[Task objective]: Every line below containing the word "paths" should be found and copied.

====== Data for analysis

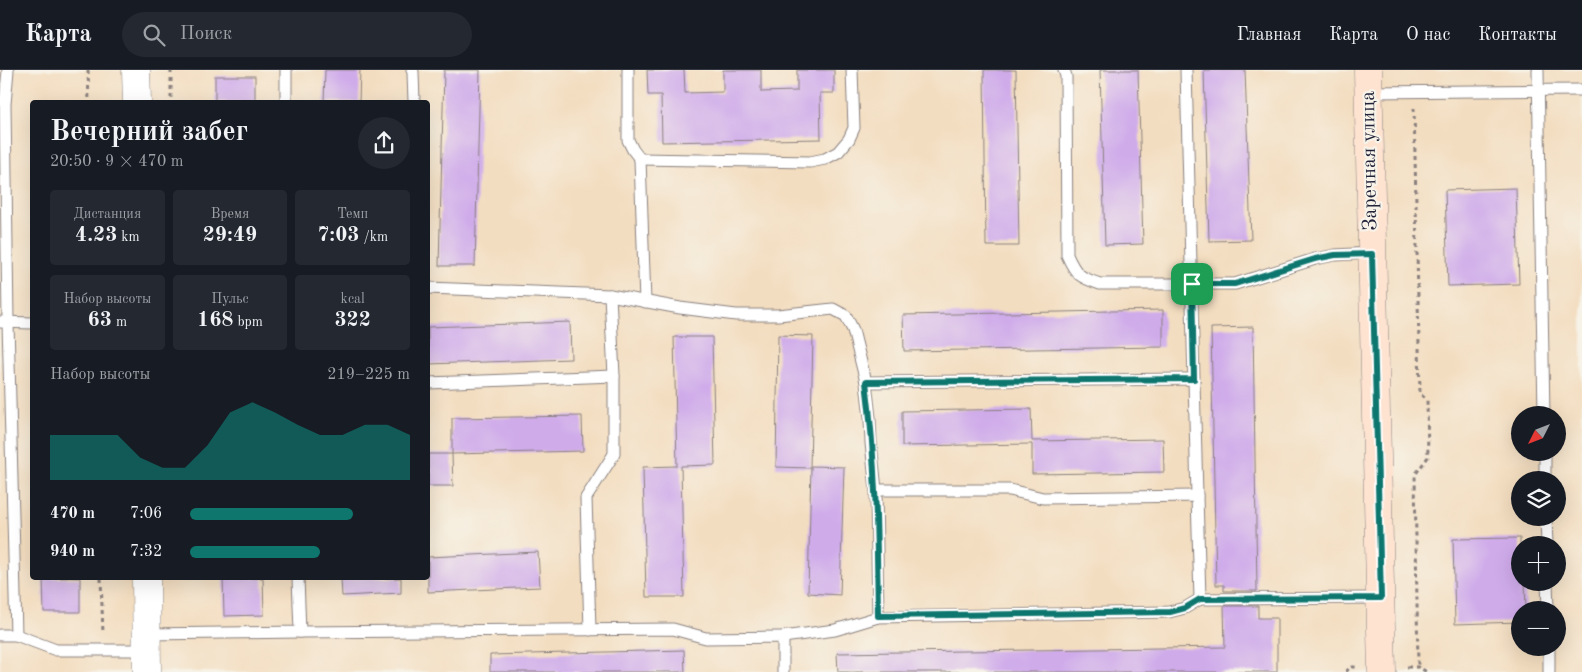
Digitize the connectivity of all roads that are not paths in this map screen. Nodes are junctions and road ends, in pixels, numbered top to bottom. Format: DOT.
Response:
graph roads {
  1 [pos="8,70"];
  2 [pos="136,70"];
  3 [pos="286,70"];
  4 [pos="412,70"];
  5 [pos="628,70"];
  6 [pos="852,70"];
  7 [pos="1064,70"];
  8 [pos="1186,70"];
  9 [pos="1538,70"];
  10 [pos="1368,81"];
  11 [pos="1538,90"];
  12 [pos="1582,90"];
  13 [pos="137,100"];
  14 [pos="286,100"];
  15 [pos="414,100"];
  16 [pos="640,159"];
  17 [pos="1372,254"];
  18 [pos="1192,284"];
  19 [pos="430,288"];
  20 [pos="610,295"];
  21 [pos="645,302"];
  22 [pos="4,322"];
  23 [pos="30,322"];
  24 [pos="614,376"];
  25 [pos="1194,379"];
  26 [pos="866,382"];
  27 [pos="430,383"];
  28 [pos="1544,406"];
  29 [pos="6,434"];
  30 [pos="876,490"];
  31 [pos="1197,496"];
  32 [pos="146,580"];
  33 [pos="298,580"];
  34 [pos="1381,598"];
  35 [pos="1200,599"];
  36 [pos="878,616"];
  37 [pos="590,630"];
  38 [pos="300,632"];
  39 [pos="0,635"];
  40 [pos="16,635"];
  41 [pos="782,637"];
  42 [pos="147,652"];
  43 [pos="1549,656"];
  44 [pos="783,672"];
  45 [pos="1382,672"];
  46 [pos="1549,672"];
  1 -- 22 [label="lane"];
  2 -- 13 [label="street"];
  3 -- 14 [label="lane"];
  4 -- 15 [label="lane"];
  5 -- 16 [label="lane"];
  6 -- 16 [label="lane"];
  7 -- 18 [label="lane"];
  8 -- 18 [label="lane"];
  9 -- 11 [label="lane"];
  10 -- 11 [label="lane"];
  10 -- 17 [label="main road, Заречная улица"];
  11 -- 12 [label="lane"];
  11 -- 28 [label="lane"];
  16 -- 21 [label="lane"];
  17 -- 18 [label="lane"];
  17 -- 34 [label="main road, Заречная улица"];
  18 -- 25 [label="lane"];
  19 -- 20 [label="lane"];
  20 -- 21 [label="lane"];
  20 -- 24 [label="lane"];
  21 -- 26 [label="lane"];
  22 -- 23 [label="lane"];
  22 -- 29 [label="lane"];
  24 -- 27 [label="lane"];
  24 -- 37 [label="lane"];
  25 -- 26 [label="lane"];
  25 -- 31 [label="lane"];
  26 -- 30 [label="lane"];
  29 -- 40 [label="lane"];
  30 -- 31 [label="lane"];
  30 -- 36 [label="lane"];
  31 -- 35 [label="lane"];
  32 -- 42 [label="street"];
  33 -- 38 [label="lane"];
  34 -- 35 [label="lane"];
  34 -- 45 [label="main road, Заречная улица"];
  35 -- 36 [label="lane"];
  36 -- 41 [label="lane"];
  37 -- 38 [label="lane"];
  37 -- 41 [label="lane"];
  38 -- 42 [label="lane"];
  39 -- 40 [label="lane"];
  40 -- 42 [label="lane"];
  41 -- 44 [label="lane"];
  43 -- 46 [label="lane"];
}
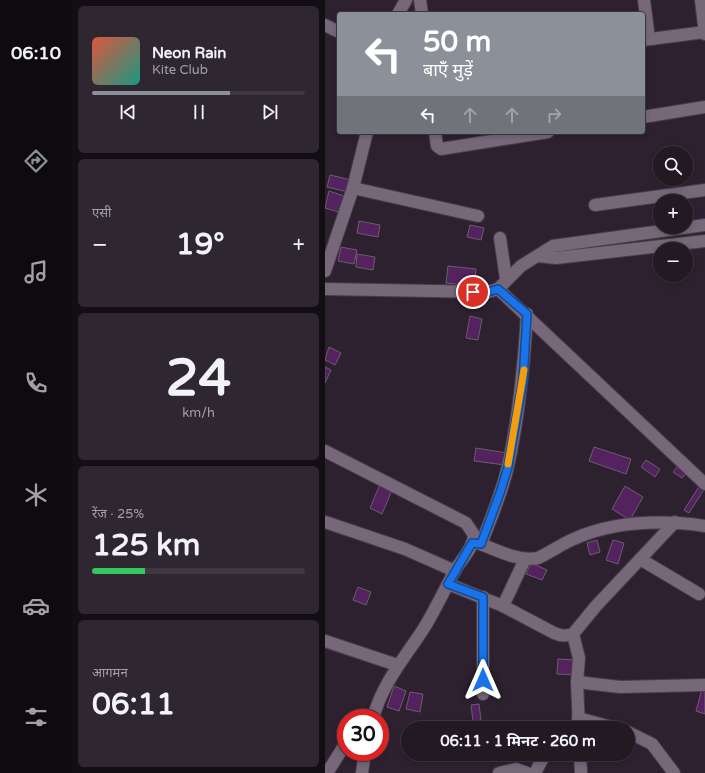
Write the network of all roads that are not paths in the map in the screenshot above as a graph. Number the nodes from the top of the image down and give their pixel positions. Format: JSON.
{"nodes":[{"id":1,"x":406,"y":0,"type":"edge"},
{"id":2,"x":420,"y":0,"type":"edge"},
{"id":3,"x":644,"y":0,"type":"edge"},
{"id":4,"x":703,"y":5,"type":"edge"},
{"id":5,"x":399,"y":12,"type":"edge"},
{"id":6,"x":422,"y":12,"type":"edge"},
{"id":7,"x":645,"y":12,"type":"edge"},
{"id":8,"x":645,"y":20,"type":"edge"},
{"id":9,"x":325,"y":25,"type":"edge"},
{"id":10,"x":337,"y":31,"type":"edge"},
{"id":11,"x":705,"y":33,"type":"edge"},
{"id":12,"x":646,"y":40,"type":"edge"},
{"id":13,"x":705,"y":107,"type":"edge"},
{"id":14,"x":645,"y":117,"type":"edge"},
{"id":15,"x":366,"y":134,"type":"edge"},
{"id":16,"x":435,"y":134,"type":"edge"},
{"id":17,"x":535,"y":134,"type":"edge"},
{"id":18,"x":353,"y":188,"type":"junction"},
{"id":19,"x":705,"y":190,"type":"edge"},
{"id":20,"x":595,"y":205,"type":"dead end"},
{"id":21,"x":478,"y":216,"type":"dead end"},
{"id":22,"x":705,"y":225,"type":"edge"},
{"id":23,"x":500,"y":238,"type":"dead end"},
{"id":24,"x":705,"y":241,"type":"edge"},
{"id":25,"x":538,"y":256,"type":"junction"},
{"id":26,"x":325,"y":271,"type":"edge"},
{"id":27,"x":506,"y":279,"type":"junction"},
{"id":28,"x":325,"y":289,"type":"edge"},
{"id":29,"x":498,"y":289,"type":"junction"},
{"id":30,"x":527,"y":314,"type":"junction"},
{"id":31,"x":325,"y":451,"type":"edge"},
{"id":32,"x":705,"y":484,"type":"edge"},
{"id":33,"x":325,"y":522,"type":"edge"},
{"id":34,"x":675,"y":522,"type":"junction"},
{"id":35,"x":705,"y":526,"type":"edge"},
{"id":36,"x":477,"y":544,"type":"junction"},
{"id":37,"x":525,"y":559,"type":"junction"},
{"id":38,"x":640,"y":559,"type":"junction"},
{"id":39,"x":455,"y":571,"type":"junction"},
{"id":40,"x":448,"y":584,"type":"junction"},
{"id":41,"x":699,"y":594,"type":"dead end"},
{"id":42,"x":483,"y":597,"type":"junction"},
{"id":43,"x":503,"y":606,"type":"junction"},
{"id":44,"x":573,"y":634,"type":"junction"},
{"id":45,"x":325,"y":641,"type":"edge"},
{"id":46,"x":397,"y":665,"type":"junction"},
{"id":47,"x":577,"y":682,"type":"junction"},
{"id":48,"x":705,"y":685,"type":"edge"},
{"id":49,"x":483,"y":694,"type":"dead end"},
{"id":50,"x":376,"y":709,"type":"edge"},
{"id":51,"x":579,"y":721,"type":"edge"},
{"id":52,"x":635,"y":736,"type":"edge"},
{"id":53,"x":337,"y":757,"type":"edge"},
{"id":54,"x":364,"y":761,"type":"edge"},
{"id":55,"x":541,"y":761,"type":"edge"},
{"id":56,"x":580,"y":761,"type":"edge"},
{"id":57,"x":327,"y":773,"type":"edge"},
{"id":58,"x":363,"y":773,"type":"edge"},
{"id":59,"x":499,"y":773,"type":"edge"},
{"id":60,"x":527,"y":773,"type":"edge"},
{"id":61,"x":535,"y":773,"type":"edge"},
{"id":62,"x":581,"y":773,"type":"edge"},
{"id":63,"x":674,"y":773,"type":"edge"}],
"edges":[{"from":1,"to":5,"type":"street"},
{"from":2,"to":6,"type":"street"},
{"from":3,"to":7,"type":"street"},
{"from":4,"to":11,"type":"street"},
{"from":8,"to":12,"type":"street"},
{"from":9,"to":10,"type":"street"},
{"from":11,"to":12,"type":"street"},
{"from":13,"to":14,"type":"street"},
{"from":15,"to":18,"type":"street"},
{"from":16,"to":17,"type":"street"},
{"from":18,"to":21,"type":"street"},
{"from":18,"to":26,"type":"street"},
{"from":19,"to":20,"type":"street"},
{"from":22,"to":25,"type":"street"},
{"from":23,"to":27,"type":"street"},
{"from":24,"to":25,"type":"street"},
{"from":25,"to":27,"type":"street"},
{"from":27,"to":29,"type":"street"},
{"from":28,"to":29,"type":"street"},
{"from":29,"to":30,"type":"street"},
{"from":30,"to":32,"type":"street"},
{"from":30,"to":36,"type":"street"},
{"from":31,"to":36,"type":"street"},
{"from":33,"to":39,"type":"street"},
{"from":34,"to":35,"type":"street"},
{"from":34,"to":37,"type":"street"},
{"from":34,"to":38,"type":"street"},
{"from":36,"to":37,"type":"street"},
{"from":36,"to":39,"type":"street"},
{"from":37,"to":43,"type":"street"},
{"from":38,"to":41,"type":"street"},
{"from":38,"to":44,"type":"street"},
{"from":39,"to":40,"type":"street"},
{"from":40,"to":42,"type":"street"},
{"from":40,"to":46,"type":"street"},
{"from":42,"to":43,"type":"street"},
{"from":42,"to":49,"type":"street"},
{"from":43,"to":44,"type":"street"},
{"from":44,"to":47,"type":"street"},
{"from":45,"to":46,"type":"street"},
{"from":46,"to":50,"type":"street"},
{"from":47,"to":48,"type":"street"},
{"from":47,"to":51,"type":"street"},
{"from":52,"to":63,"type":"street"},
{"from":53,"to":57,"type":"street"},
{"from":54,"to":58,"type":"street"},
{"from":55,"to":61,"type":"street"},
{"from":56,"to":62,"type":"street"},
{"from":59,"to":60,"type":"street"}]}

============

[Written solution]:
Digitize the connectivity of all roads that are not paths in this map screen. Nodes are junctions and road ends, in pixels, numbered top to bottom. Format: DOT.
Write the network of all roads that are not paths in the map in the screenshot above as a graph. Number the nodes from the top of the image down and give their pixel positions. Format: JSON.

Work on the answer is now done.